10 Common Planning Behaviors That Attract Dust
If you are reading this, you have likely been part of a now “dusty” plan, and you are wondering if there is any way to get a different result. Can you develop a strategy and a strategic plan that is so owned, used and evaluated across your organization that there is no chance for it to collect dust sitting on your boardroom shelf?
Most people – CEOs, Vice Presidents, Managers – struggle to make their strategy come to life and to move their plans into meaningful execution. Usually, planning starts with great intentions and expectations, and then over time, people reference “the plan” less and less.
So What Happens?
Executives don’t invest time and money at the start with the intention to fail. Or do they? Does leadership do the same thing over and over again, expecting different results (to quote Einstein)?

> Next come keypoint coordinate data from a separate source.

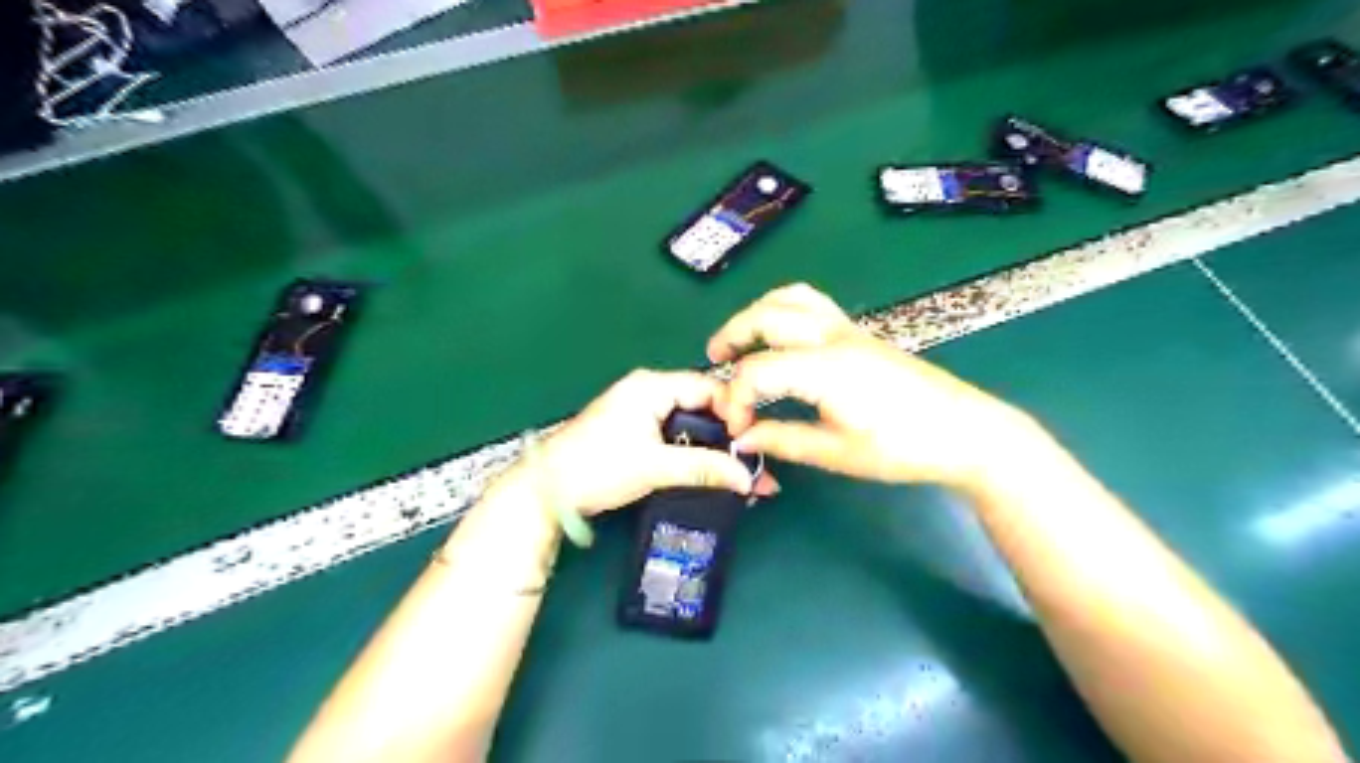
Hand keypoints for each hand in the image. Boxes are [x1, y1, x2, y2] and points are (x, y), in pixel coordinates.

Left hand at [526, 366, 776, 516]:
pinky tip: (713, 472)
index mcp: (652, 385)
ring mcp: (642, 411)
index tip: (756, 439)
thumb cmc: (598, 467)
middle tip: (754, 462)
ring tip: (740, 473)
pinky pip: (677, 436)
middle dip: (729, 435)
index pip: (709, 387)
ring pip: (692, 424)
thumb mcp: (655, 466)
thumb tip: (747, 477)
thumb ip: (704, 468)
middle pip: (702, 406)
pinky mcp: (638, 431)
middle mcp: (649, 390)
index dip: (736, 411)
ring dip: (715, 448)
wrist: (547, 490)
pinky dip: (696, 453)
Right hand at [707, 282, 1037, 492]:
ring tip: (741, 339)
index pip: (758, 370)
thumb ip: (783, 441)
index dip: (736, 398)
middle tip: (714, 360)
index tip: (736, 428)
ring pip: (792, 298)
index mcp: (825, 368)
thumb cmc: (904, 448)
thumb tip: (742, 437)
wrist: (966, 432)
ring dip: (758, 313)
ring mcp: (849, 330)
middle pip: (767, 315)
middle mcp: (833, 337)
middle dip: (732, 335)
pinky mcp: (860, 333)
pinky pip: (813, 304)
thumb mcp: (838, 453)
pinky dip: (784, 310)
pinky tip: (781, 336)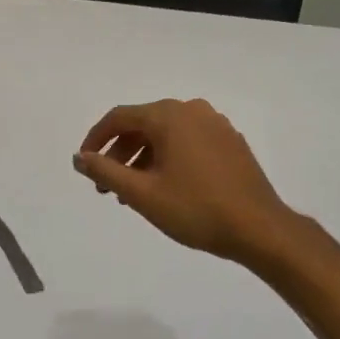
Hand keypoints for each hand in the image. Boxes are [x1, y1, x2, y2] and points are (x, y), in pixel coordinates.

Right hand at [73, 99, 292, 261]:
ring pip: (166, 135)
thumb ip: (105, 172)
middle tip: (106, 187)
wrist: (259, 228)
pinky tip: (166, 188)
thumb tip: (79, 157)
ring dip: (143, 159)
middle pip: (143, 124)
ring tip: (133, 193)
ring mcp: (216, 125)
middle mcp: (193, 110)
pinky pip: (188, 142)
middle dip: (120, 154)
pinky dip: (168, 159)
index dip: (96, 139)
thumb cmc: (195, 209)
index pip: (119, 117)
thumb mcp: (141, 194)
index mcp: (169, 115)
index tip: (85, 165)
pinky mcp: (231, 142)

Here Are 10 Common Planning Behaviours That Help Attract Dust, and You May Not Even Know You Have Them:
- Ghostly leadership: Leadership delegates the thinking and responsibility of strategy and no one is set up to challenge the status quo
- Going solo: Strategy is kept a cloistered annual event with low employee participation and there is no clear way to provide feedback or input
- Lack of insights: Not enough solid industry data and insights are used in establishing the current situation of “Where are we now?”
- Customer assumptions: Low investment in understanding real customer needs, wants and behaviors
- Love of corporate speak: Jargon and word-smything confuses instead of clarifies what is supposed to be achieved and what is strategically most important
- No consistent road-map: There is no defined process or framework for teams to align their work to strategy
- Absence of meaningful measures keeps objectivity out of the conversations and no way of knowing if you are making real progress
- Adhoc communications: Lack of consistent approach to communicating about strategy and the strategic story
- “To do” lists reign supreme with no clear way to allocate resources to priorities
- A culture of impatience and judgment prevails: “How long will this take?” and “Who’s to blame?” are more common questions than “Are we making progress?”
If you want a “dust-free” result, you have to do something differently in your organization’s strategy development, strategic planning and strategic execution.